ABSTRACT

In this paper, we study the auxiliary problems that appear in p-order tensor methods for unconstrained minimization of convex functions with ν-Hölder continuous pth derivatives. This type of auxiliary problems corresponds to the minimization of a $(p+\nu )$-order regularization of the pth-order Taylor approximation of the objective.
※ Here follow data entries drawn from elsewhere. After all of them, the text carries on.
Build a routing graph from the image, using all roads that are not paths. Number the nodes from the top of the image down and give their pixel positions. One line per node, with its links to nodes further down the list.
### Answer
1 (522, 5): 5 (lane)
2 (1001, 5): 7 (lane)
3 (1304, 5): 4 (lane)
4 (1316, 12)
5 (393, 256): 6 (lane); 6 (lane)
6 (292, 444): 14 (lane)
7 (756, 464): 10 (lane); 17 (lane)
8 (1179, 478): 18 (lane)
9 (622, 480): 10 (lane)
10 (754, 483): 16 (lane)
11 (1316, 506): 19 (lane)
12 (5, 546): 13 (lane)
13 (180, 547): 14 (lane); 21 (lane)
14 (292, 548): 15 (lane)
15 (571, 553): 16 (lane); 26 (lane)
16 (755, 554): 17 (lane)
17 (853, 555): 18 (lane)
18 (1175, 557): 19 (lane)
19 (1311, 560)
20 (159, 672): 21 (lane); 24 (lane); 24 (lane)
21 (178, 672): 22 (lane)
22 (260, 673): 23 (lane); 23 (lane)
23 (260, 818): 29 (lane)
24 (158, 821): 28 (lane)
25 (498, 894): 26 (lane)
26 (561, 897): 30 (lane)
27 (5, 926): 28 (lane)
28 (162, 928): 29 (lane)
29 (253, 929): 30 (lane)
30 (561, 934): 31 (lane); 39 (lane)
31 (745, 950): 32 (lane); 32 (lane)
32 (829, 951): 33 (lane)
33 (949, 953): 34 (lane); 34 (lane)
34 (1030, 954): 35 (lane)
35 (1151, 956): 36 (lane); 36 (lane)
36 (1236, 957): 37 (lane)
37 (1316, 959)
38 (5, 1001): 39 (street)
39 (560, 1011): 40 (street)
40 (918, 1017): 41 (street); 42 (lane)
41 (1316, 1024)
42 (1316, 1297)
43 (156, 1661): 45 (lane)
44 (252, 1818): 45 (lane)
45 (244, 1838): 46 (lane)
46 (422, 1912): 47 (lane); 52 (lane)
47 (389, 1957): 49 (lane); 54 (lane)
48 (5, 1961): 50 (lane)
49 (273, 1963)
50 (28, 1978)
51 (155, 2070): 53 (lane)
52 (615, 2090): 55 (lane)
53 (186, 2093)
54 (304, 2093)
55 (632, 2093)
For the case p = 3, we consider the use of Gradient Methods with Bregman distance. When the regularization parameter is sufficiently large, we prove that the referred methods take at most $\mathcal{O}(\log ({ϵ}^{-1}\left)\right)$ iterations to find either a suitable approximate stationary point of the tensor model or an ε-approximate stationary point of the original objective function.

摘要

在本文中，我们研究了用ν- Hölder连续p次导数无约束最小化p阶张量方法中出现的辅助问题。这种类型的辅助问题对应于最小化$（p+\nu ）$目标的p阶泰勒近似的2阶正则化。对于p  = 3的情况，我们考虑使用Bregman距离的梯度方法。当正则化参数足够大时，我们证明所引用的方法最多$\mathcal{Ø}（\mathrm{日志}（{ϵ}^{-\mathrm{1个}}））$迭代以找到张量模型的合适的近似平稳点或原始目标函数的ε近似平稳点。